» WHAT NEEDS TO BE DONE
Your task is to transcribe all the entries exactly, excluding pictures.

▼▼▼

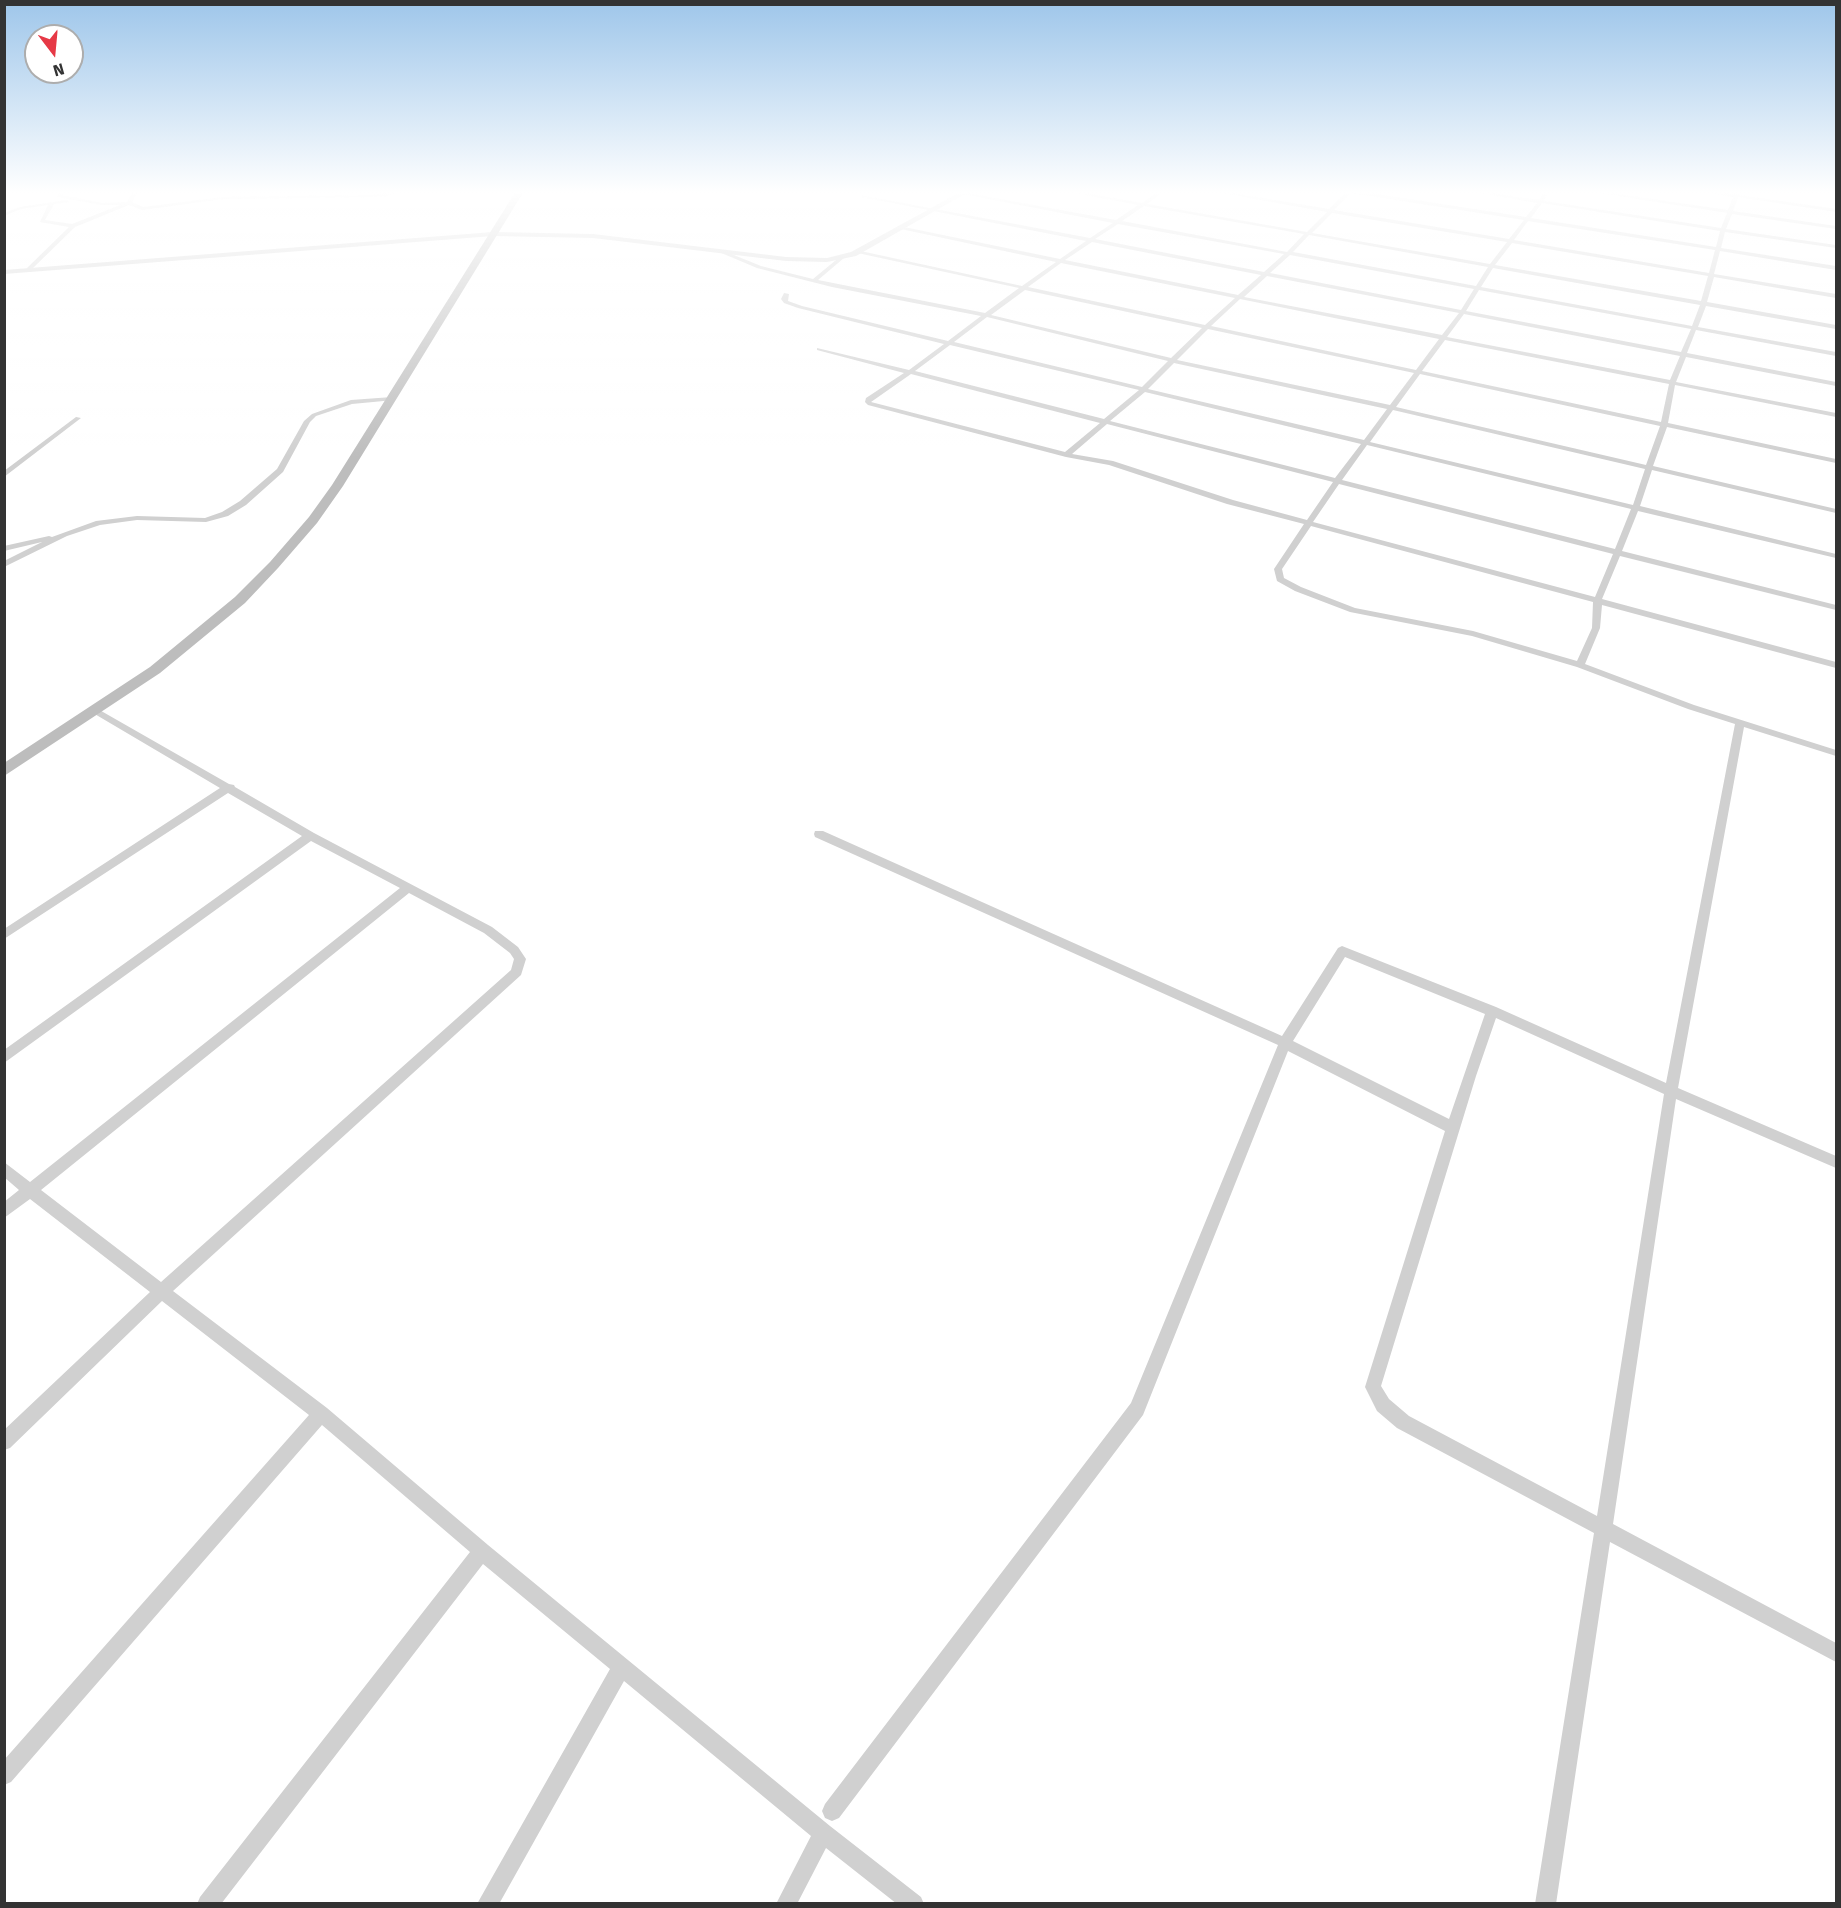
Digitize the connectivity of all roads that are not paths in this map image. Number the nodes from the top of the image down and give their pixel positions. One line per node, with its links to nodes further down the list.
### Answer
1 (465, 280): 35 (main road)
2 (815, 280): 20 (street)
3 (991, 280): 13 (street)
4 (1035, 280): 13 (street)
5 (1153, 280): 17 (street)
6 (1259, 280): 17 (street)
7 (1299, 280): 19 (street)
8 (1429, 280): 14 (street)
9 (1483, 280): 14 (street)
10 (1576, 280): 18 (street)
11 (1711, 280): 18 (street)
12 (1743, 280): 16 (street)
13 (1024, 287): 20 (street); 21 (street)
14 (1478, 289): 19 (street); 22 (street)
15 (786, 294): 25 (street)
16 (1836, 296)
17 (1238, 297): 21 (street); 24 (street)
18 (1704, 303): 22 (street); 23 (street)
19 (1463, 311): 24 (street); 27 (street)
20 (986, 315): 25 (street); 29 (street)
21 (1207, 326): 29 (street); 30 (street)
22 (1694, 327): 27 (street); 28 (street)
23 (1836, 327)
24 (1444, 336): 30 (street); 32 (street)
25 (949, 344): 31 (street); 34 (street)
26 (819, 349): 31 (street)
27 (1682, 354): 32 (street); 33 (street)
28 (1836, 354)
29 (1173, 361): 34 (street); 36 (street)
30 (1418, 371): 36 (street); 40 (street)
31 (910, 372): 39 (street); 42 (street)
32 (1673, 381): 37 (street); 40 (street)
33 (1836, 384)
34 (1143, 390): 39 (street); 41 (street)
35 (392, 399): 50 (street); 59 (main road)
36 (1393, 408): 41 (street); 44 (street)
37 (1836, 415)
38 (78, 418): 45 (street)
39 (1107, 423): 42 (street); 46 (street)
40 (1664, 424): 43 (street); 44 (street)
41 (1364, 444): 46 (street); 47 (street)
42 (1066, 455): 49 (street)
43 (1836, 461)
44 (1649, 468): 47 (street); 48 (street)
45 (4, 475)
46 (1337, 482): 49 (street); 52 (street)
47 (1635, 509): 52 (street); 53 (street)
48 (1836, 511)
49 (1310, 524): 55 (street); 57 (street)
50 (64, 534): 51 (street); 54 (street)
51 (4, 549)
52 (1617, 554): 55 (street); 56 (street)
53 (1836, 556)
54 (4, 565)
55 (1597, 602): 57 (street); 58 (street)
56 (1836, 608)
57 (1580, 665): 60 (street)
58 (1836, 665)
59 (96, 711): 62 (main road); 63 (street)
60 (1740, 723): 61 (street); 71 (street)
61 (1836, 753)
62 (4, 771)
63 (230, 787): 65 (street); 67 (street)
64 (819, 834): 69 (street)
65 (310, 836): 66 (street); 70 (street)
66 (408, 887): 75 (street); 77 (street)
67 (4, 935)
68 (1492, 1011): 69 (street); 71 (street); 72 (street)
69 (1285, 1043): 72 (street); 85 (street)
70 (4, 1058)
71 (1671, 1091): 73 (street); 80 (street)
72 (1453, 1128): 80 (street)
73 (1836, 1162)
74 (4, 1168): 75 (street)
75 (29, 1191): 76 (street); 77 (street)
76 (4, 1211)
77 (161, 1292): 78 (street); 79 (street)
78 (321, 1414): 81 (street); 84 (street)
79 (4, 1442)
80 (1604, 1530): 82 (street); 91 (street)
81 (482, 1551): 83 (street); 87 (street)
82 (1836, 1653)
83 (622, 1666): 86 (street); 88 (street)
84 (4, 1775)
85 (832, 1811)
86 (823, 1833): 89 (street); 90 (street)
87 (207, 1904)
88 (487, 1904)
89 (786, 1904)
90 (914, 1904)
91 (1545, 1904)

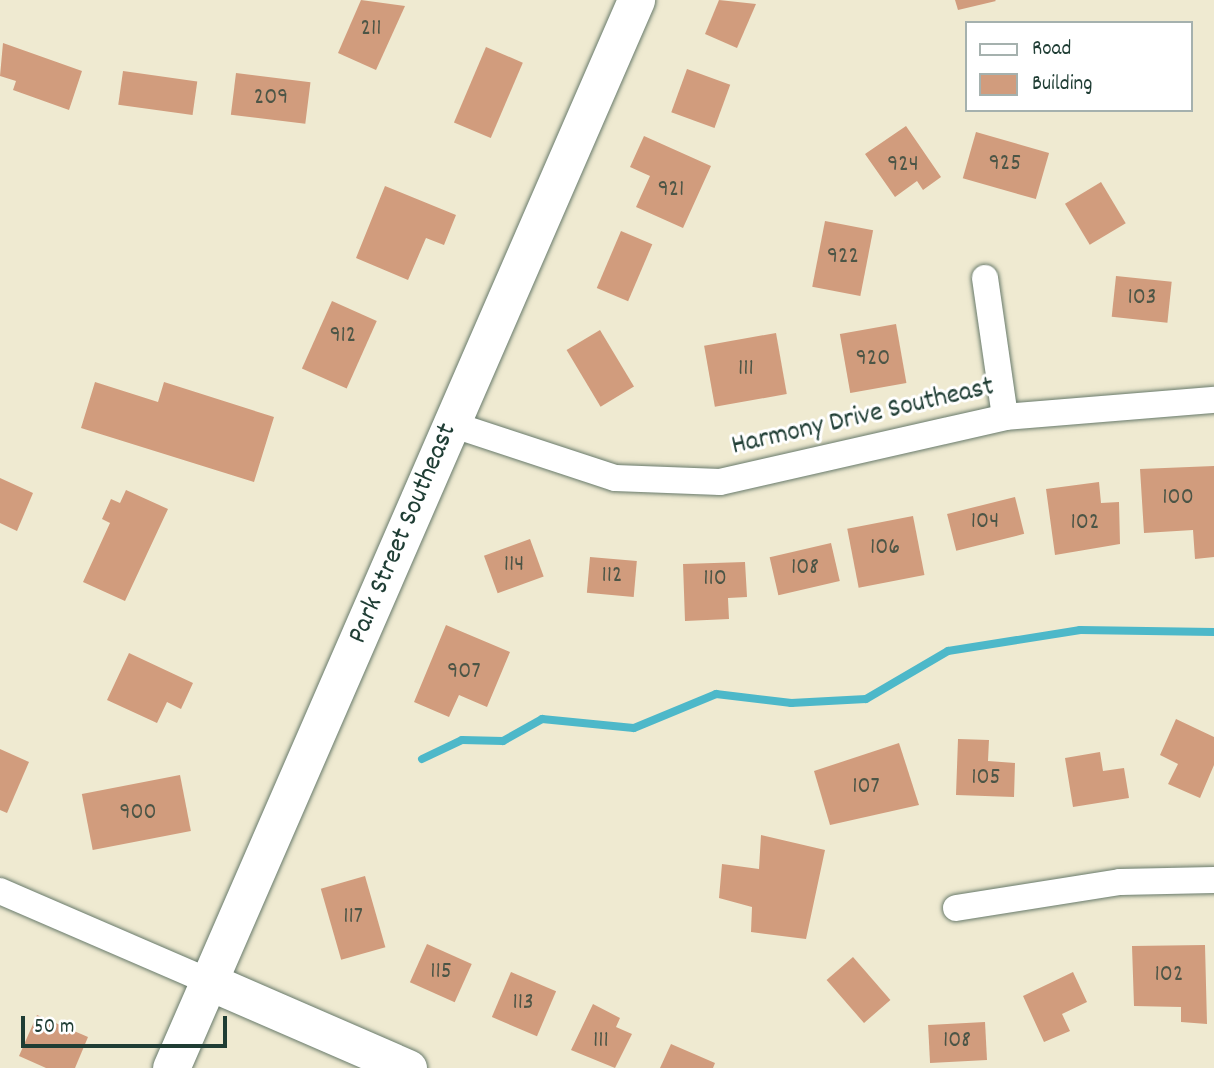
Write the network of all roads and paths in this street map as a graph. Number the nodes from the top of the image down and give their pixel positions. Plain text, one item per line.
1 (636, 0) edge
2 (985, 278) dead end
3 (1214, 400) edge
4 (1004, 417) junction
5 (451, 424) junction
6 (1214, 880) edge
7 (0, 891) edge
8 (956, 908) dead end
9 (210, 982) junction
10 (172, 1068) edge
11 (408, 1068) edge

1 - 5 main road, Park Street Southeast
2 - 4 street
3 - 4 street, Harmony Drive Southeast
4 - 5 street, Harmony Drive Southeast
5 - 9 main road, Park Street Southeast
6 - 8 street
7 - 9 street
9 - 10 main road, Park Street Southeast
9 - 11 main road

▲▲▲

» ANSWER TO THIS TASK
Digitize the connectivity of all roads that are not paths in this map image. Number the nodes from the top of the image down and give their pixel positions. One line per node, with its links to nodes further down the list.
### Answer
1 (465, 280): 35 (main road)
2 (815, 280): 20 (street)
3 (991, 280): 13 (street)
4 (1035, 280): 13 (street)
5 (1153, 280): 17 (street)
6 (1259, 280): 17 (street)
7 (1299, 280): 19 (street)
8 (1429, 280): 14 (street)
9 (1483, 280): 14 (street)
10 (1576, 280): 18 (street)
11 (1711, 280): 18 (street)
12 (1743, 280): 16 (street)
13 (1024, 287): 20 (street); 21 (street)
14 (1478, 289): 19 (street); 22 (street)
15 (786, 294): 25 (street)
16 (1836, 296)
17 (1238, 297): 21 (street); 24 (street)
18 (1704, 303): 22 (street); 23 (street)
19 (1463, 311): 24 (street); 27 (street)
20 (986, 315): 25 (street); 29 (street)
21 (1207, 326): 29 (street); 30 (street)
22 (1694, 327): 27 (street); 28 (street)
23 (1836, 327)
24 (1444, 336): 30 (street); 32 (street)
25 (949, 344): 31 (street); 34 (street)
26 (819, 349): 31 (street)
27 (1682, 354): 32 (street); 33 (street)
28 (1836, 354)
29 (1173, 361): 34 (street); 36 (street)
30 (1418, 371): 36 (street); 40 (street)
31 (910, 372): 39 (street); 42 (street)
32 (1673, 381): 37 (street); 40 (street)
33 (1836, 384)
34 (1143, 390): 39 (street); 41 (street)
35 (392, 399): 50 (street); 59 (main road)
36 (1393, 408): 41 (street); 44 (street)
37 (1836, 415)
38 (78, 418): 45 (street)
39 (1107, 423): 42 (street); 46 (street)
40 (1664, 424): 43 (street); 44 (street)
41 (1364, 444): 46 (street); 47 (street)
42 (1066, 455): 49 (street)
43 (1836, 461)
44 (1649, 468): 47 (street); 48 (street)
45 (4, 475)
46 (1337, 482): 49 (street); 52 (street)
47 (1635, 509): 52 (street); 53 (street)
48 (1836, 511)
49 (1310, 524): 55 (street); 57 (street)
50 (64, 534): 51 (street); 54 (street)
51 (4, 549)
52 (1617, 554): 55 (street); 56 (street)
53 (1836, 556)
54 (4, 565)
55 (1597, 602): 57 (street); 58 (street)
56 (1836, 608)
57 (1580, 665): 60 (street)
58 (1836, 665)
59 (96, 711): 62 (main road); 63 (street)
60 (1740, 723): 61 (street); 71 (street)
61 (1836, 753)
62 (4, 771)
63 (230, 787): 65 (street); 67 (street)
64 (819, 834): 69 (street)
65 (310, 836): 66 (street); 70 (street)
66 (408, 887): 75 (street); 77 (street)
67 (4, 935)
68 (1492, 1011): 69 (street); 71 (street); 72 (street)
69 (1285, 1043): 72 (street); 85 (street)
70 (4, 1058)
71 (1671, 1091): 73 (street); 80 (street)
72 (1453, 1128): 80 (street)
73 (1836, 1162)
74 (4, 1168): 75 (street)
75 (29, 1191): 76 (street); 77 (street)
76 (4, 1211)
77 (161, 1292): 78 (street); 79 (street)
78 (321, 1414): 81 (street); 84 (street)
79 (4, 1442)
80 (1604, 1530): 82 (street); 91 (street)
81 (482, 1551): 83 (street); 87 (street)
82 (1836, 1653)
83 (622, 1666): 86 (street); 88 (street)
84 (4, 1775)
85 (832, 1811)
86 (823, 1833): 89 (street); 90 (street)
87 (207, 1904)
88 (487, 1904)
89 (786, 1904)
90 (914, 1904)
91 (1545, 1904)

Write the network of all roads and paths in this street map as a graph. Number the nodes from the top of the image down and give their pixel positions. Plain text, one item per line.
1 (636, 0) edge
2 (985, 278) dead end
3 (1214, 400) edge
4 (1004, 417) junction
5 (451, 424) junction
6 (1214, 880) edge
7 (0, 891) edge
8 (956, 908) dead end
9 (210, 982) junction
10 (172, 1068) edge
11 (408, 1068) edge

1 - 5 main road, Park Street Southeast
2 - 4 street
3 - 4 street, Harmony Drive Southeast
4 - 5 street, Harmony Drive Southeast
5 - 9 main road, Park Street Southeast
6 - 8 street
7 - 9 street
9 - 10 main road, Park Street Southeast
9 - 11 main road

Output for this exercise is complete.